Depuis la disparition tragique de Michela, Mattia est encore plus seul. Il voudrait mourir de cette solitude qu'il s'est créé, cette barrière
invisible qui l'empêche d'être comme les autres enfants de son âge, de communiquer. Si Michela était une handicapée mentale, Mattia est surdoué. Difficile, dès lors, de se sentir comme les autres, de s'intégrer au groupe. "Elle avait déclaré que Mattia avait un problème. Que Mattia était un enfant très intelligent, peut-être trop intelligent pour son âge. Puis elle avait invité ses camarades à l'épauler, à susciter ses confidences, à lui montrer qu'ils étaient ses amis. Mattia regardait ses pieds ; quand la maîtresse lui avait dit de prendre la parole, il avait enfin ouvert la bouche et demandé s'il pouvait regagner sa place".

Alice aimerait tant ressembler aux filles de son âge. Comme elles, Alice voudrait faire fondre les garçons d'un simple regard, avoir un tatouage énigmatique, être celle qui attise envies et jalousies de la part des autres, comme Viola Bai. A quinze ans, cette fille en a plus vu et vécu que l'ensemble des adolescentes du lycée. C'est à elle qu'Alice veut ressembler, s'identifier. Elle en rêve sans vraiment y croire parce que Viola Bai traîne derrière elle une réputation sulfureuse. C'est par son entremise qu'Alice et Mattia se rencontreront. "Alice sourit sans cesser de regarder le garçon à la main bandée. Il y avait quelque chose dans sa façon de baisser la tête qui lui donnait envie de s'approcher, de lui soulever le menton et de lui dire, regarde-moi, je suis là".

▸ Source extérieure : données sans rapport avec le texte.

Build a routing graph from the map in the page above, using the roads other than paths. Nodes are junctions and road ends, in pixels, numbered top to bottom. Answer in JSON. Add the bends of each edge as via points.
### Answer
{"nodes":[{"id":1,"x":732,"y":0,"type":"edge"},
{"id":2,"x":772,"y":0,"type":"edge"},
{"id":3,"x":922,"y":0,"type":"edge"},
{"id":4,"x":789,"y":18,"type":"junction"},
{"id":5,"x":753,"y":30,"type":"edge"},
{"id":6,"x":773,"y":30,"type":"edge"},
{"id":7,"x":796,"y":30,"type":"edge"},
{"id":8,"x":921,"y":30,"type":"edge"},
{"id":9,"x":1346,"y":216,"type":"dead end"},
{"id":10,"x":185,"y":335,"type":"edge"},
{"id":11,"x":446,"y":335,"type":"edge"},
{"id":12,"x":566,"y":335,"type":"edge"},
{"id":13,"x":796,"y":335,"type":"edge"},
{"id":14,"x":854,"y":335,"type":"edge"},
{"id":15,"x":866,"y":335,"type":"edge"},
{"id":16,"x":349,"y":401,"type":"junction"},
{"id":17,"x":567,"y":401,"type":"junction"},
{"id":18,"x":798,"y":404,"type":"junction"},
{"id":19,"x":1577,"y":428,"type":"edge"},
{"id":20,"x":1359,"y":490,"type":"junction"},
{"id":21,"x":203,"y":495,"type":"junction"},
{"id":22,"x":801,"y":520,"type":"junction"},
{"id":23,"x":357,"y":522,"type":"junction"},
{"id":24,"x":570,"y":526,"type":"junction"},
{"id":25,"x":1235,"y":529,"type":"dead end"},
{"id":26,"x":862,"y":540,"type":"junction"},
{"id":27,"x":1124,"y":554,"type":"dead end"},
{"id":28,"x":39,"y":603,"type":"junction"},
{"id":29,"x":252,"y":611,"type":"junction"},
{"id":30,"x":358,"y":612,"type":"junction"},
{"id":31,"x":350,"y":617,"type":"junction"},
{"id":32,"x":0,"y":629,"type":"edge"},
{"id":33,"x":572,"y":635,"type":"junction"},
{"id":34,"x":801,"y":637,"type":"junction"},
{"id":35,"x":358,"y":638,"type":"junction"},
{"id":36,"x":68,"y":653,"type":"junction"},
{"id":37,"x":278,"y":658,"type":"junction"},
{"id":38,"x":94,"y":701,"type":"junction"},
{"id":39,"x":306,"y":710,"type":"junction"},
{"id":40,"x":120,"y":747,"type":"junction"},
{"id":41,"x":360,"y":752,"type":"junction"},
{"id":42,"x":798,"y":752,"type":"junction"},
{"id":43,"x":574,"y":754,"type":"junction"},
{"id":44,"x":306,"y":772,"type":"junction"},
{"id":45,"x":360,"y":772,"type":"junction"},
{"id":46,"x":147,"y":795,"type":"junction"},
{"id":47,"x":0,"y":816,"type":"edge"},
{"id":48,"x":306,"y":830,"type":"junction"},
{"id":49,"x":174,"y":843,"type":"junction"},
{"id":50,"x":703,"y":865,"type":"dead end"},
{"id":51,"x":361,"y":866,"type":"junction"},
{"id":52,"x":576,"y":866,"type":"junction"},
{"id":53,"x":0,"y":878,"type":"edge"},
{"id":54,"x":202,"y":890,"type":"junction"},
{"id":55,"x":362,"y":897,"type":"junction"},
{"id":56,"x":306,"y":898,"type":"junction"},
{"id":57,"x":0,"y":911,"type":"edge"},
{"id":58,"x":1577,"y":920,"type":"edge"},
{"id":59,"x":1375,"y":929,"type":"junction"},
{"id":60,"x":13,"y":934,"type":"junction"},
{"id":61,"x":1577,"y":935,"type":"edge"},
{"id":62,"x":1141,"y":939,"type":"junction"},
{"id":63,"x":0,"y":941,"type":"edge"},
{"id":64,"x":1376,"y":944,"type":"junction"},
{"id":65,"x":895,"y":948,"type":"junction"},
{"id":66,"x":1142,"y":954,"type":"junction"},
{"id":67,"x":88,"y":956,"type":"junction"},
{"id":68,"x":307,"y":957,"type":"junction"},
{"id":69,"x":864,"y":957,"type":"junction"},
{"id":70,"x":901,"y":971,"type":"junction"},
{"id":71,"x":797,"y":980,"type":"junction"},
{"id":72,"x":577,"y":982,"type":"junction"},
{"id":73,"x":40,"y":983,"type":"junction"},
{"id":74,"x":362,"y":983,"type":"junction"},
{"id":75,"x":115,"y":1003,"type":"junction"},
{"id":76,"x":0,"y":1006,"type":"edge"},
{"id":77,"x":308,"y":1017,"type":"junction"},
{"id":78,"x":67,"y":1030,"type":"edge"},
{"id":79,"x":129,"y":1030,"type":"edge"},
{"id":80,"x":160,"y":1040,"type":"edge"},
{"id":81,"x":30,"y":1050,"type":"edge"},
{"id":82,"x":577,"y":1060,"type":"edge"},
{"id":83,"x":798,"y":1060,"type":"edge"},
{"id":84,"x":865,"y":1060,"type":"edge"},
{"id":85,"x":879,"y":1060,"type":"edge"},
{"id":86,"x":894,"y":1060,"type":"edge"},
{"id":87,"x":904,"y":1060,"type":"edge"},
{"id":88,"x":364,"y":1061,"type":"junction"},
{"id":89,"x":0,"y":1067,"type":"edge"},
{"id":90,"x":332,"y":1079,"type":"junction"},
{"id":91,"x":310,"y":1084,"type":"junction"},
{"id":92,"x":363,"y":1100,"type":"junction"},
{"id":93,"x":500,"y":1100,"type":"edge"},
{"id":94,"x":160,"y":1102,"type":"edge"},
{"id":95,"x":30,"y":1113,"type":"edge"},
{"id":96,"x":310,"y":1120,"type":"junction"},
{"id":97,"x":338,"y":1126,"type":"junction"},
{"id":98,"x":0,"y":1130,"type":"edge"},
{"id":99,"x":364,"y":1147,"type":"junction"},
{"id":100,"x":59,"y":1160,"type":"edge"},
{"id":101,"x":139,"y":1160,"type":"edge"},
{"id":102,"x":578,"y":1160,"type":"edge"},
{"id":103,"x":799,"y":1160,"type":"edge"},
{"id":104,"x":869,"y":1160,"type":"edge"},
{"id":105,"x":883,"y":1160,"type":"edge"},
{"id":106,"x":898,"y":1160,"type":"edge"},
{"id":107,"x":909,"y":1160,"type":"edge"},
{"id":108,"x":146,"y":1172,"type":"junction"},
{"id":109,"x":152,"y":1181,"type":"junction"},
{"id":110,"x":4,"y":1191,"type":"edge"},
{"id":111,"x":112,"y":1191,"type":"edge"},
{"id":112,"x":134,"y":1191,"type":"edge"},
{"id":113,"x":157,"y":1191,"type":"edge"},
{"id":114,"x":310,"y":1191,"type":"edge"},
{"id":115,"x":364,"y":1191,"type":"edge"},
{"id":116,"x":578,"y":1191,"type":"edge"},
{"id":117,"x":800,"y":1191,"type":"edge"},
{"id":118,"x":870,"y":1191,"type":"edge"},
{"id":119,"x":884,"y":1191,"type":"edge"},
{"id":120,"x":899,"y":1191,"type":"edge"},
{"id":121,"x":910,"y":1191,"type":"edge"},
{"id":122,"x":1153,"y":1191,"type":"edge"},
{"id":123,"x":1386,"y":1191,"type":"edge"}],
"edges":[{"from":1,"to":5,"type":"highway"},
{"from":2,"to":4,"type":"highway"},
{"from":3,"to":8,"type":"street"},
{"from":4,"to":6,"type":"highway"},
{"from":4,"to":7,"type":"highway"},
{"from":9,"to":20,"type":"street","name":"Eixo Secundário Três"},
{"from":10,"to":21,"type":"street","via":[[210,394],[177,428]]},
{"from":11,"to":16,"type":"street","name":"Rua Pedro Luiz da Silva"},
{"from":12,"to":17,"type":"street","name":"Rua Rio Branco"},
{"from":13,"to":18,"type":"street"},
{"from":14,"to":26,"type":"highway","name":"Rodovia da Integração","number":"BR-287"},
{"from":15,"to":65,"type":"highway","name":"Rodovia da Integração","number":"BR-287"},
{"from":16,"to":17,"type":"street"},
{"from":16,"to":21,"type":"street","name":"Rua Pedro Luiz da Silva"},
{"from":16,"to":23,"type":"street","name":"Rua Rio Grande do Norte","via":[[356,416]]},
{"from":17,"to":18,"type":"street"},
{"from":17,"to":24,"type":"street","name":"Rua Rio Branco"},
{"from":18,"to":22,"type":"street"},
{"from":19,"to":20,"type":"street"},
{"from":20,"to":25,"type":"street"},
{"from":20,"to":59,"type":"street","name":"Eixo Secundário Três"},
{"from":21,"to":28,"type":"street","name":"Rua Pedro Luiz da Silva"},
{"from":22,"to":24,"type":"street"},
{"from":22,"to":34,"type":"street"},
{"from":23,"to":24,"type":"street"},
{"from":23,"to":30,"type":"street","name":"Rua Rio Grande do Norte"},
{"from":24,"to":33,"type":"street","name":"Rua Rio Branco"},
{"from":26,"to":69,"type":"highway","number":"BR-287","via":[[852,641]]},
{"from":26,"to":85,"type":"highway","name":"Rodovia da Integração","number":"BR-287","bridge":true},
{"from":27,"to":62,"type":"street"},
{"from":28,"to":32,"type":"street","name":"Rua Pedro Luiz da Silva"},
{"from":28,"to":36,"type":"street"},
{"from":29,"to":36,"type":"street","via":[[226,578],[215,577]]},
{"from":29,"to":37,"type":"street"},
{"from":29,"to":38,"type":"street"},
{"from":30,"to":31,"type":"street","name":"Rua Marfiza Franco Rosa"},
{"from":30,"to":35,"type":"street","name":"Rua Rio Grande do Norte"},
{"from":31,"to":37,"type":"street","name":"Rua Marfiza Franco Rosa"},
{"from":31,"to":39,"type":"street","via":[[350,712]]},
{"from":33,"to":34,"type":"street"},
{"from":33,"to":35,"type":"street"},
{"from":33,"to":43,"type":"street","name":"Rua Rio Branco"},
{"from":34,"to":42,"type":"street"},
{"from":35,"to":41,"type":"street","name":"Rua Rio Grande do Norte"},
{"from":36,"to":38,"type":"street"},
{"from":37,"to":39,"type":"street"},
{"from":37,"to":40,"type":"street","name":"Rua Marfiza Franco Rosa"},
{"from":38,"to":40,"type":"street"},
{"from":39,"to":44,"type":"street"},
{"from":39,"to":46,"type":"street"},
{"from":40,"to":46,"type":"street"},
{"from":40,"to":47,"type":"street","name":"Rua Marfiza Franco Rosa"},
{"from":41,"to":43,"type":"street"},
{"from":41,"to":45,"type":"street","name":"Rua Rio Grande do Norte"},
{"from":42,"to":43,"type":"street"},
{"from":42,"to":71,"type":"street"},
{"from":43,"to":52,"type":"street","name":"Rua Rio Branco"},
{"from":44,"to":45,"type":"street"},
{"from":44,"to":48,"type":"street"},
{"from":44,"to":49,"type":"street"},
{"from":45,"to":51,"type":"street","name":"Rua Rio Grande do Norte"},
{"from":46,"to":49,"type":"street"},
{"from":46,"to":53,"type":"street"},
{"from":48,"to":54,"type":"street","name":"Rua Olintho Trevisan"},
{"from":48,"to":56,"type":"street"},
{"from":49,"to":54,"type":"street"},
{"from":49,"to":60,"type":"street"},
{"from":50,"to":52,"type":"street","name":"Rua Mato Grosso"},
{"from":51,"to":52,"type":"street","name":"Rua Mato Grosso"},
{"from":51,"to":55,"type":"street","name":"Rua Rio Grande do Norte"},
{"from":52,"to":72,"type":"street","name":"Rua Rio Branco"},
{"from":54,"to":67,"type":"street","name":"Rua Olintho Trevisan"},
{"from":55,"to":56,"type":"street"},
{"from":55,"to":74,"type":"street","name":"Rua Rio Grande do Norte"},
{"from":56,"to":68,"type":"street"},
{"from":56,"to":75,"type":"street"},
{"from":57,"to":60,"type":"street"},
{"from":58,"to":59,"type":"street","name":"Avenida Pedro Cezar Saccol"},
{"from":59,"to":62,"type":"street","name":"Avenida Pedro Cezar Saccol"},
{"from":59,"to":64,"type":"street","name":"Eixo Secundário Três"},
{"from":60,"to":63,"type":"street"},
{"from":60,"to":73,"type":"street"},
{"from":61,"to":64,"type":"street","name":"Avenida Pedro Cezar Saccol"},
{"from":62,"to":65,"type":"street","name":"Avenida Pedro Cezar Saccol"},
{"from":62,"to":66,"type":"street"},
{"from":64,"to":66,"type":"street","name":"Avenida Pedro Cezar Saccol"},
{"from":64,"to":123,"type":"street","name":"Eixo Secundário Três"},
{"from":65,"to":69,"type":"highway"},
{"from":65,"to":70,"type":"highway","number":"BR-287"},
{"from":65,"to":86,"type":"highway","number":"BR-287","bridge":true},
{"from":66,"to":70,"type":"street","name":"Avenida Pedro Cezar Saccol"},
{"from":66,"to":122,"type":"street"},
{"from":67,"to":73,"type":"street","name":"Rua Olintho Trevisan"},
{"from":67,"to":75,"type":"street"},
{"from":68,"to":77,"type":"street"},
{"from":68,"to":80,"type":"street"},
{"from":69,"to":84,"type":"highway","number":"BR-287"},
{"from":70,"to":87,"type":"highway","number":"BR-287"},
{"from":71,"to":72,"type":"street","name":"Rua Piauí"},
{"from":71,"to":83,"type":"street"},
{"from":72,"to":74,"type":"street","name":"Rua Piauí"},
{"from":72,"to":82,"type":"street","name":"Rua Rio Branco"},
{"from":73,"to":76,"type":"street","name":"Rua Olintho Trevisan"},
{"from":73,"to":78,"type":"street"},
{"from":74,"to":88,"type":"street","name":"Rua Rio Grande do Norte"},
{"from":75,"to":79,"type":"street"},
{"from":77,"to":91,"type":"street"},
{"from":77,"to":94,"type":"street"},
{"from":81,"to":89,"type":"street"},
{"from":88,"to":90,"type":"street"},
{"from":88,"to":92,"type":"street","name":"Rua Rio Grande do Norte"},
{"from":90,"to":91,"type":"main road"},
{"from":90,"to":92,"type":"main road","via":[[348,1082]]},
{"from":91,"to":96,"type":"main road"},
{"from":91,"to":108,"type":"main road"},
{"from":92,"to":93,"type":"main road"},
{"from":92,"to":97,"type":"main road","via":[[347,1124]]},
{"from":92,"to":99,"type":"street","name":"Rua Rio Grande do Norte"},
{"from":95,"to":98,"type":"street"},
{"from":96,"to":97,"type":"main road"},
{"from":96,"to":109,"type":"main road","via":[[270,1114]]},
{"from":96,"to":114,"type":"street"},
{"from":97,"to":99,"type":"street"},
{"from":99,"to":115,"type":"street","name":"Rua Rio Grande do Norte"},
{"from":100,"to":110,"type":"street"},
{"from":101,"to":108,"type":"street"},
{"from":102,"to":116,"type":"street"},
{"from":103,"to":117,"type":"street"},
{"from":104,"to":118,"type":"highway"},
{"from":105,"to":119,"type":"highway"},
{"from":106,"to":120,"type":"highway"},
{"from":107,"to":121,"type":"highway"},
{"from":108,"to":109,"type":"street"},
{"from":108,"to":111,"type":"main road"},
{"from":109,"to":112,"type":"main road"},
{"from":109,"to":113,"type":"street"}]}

Alice croyant enfin son souhait d'adolescente normale exaucé, espère avoir trouvé en Mattia son double amoureux. A défaut d'un couple de tourtereaux adolescents, ils formeront un duo bancal entre amitié profonde et sentiments non consommés. Puis, de nouveau, l'entrée dans l'âge adulte, les choix d'études et de vie les sépareront provisoirement. Alice, tel un caprice d'enfant, voudra devenir photographe. Mattia et sa passion pour la rigueur mathématique, choisira de s'intéresser à l'arithmétique et à la fonction Zêta de Riemann. Bien sûr, de cette amitié amoureuse des sentiments naîtront, mal exprimés ou elliptiques. Mattia
partira à l'étranger fuir cet amour impossible avec Alice, se fuir aussi un peu et beaucoup le fantôme sa sœur, Michela. De son côté, Alice essaiera d'oublier Mattia, son enfance ravagée, son adolescence détruite dans les bras de Fabio. "Mattia. Voilà. Elle pensait souvent à lui. De nouveau. Il était une des maladies dont elle ne voulait pas guérir. On peut tomber malade d'un souvenir ; elle, elle était tombée malade de cet après-midi-là, dans la voiture, devant le parc, quand elle avait placé son visage devant le sien pour lui ôter de la vue ce lieu d'horreur".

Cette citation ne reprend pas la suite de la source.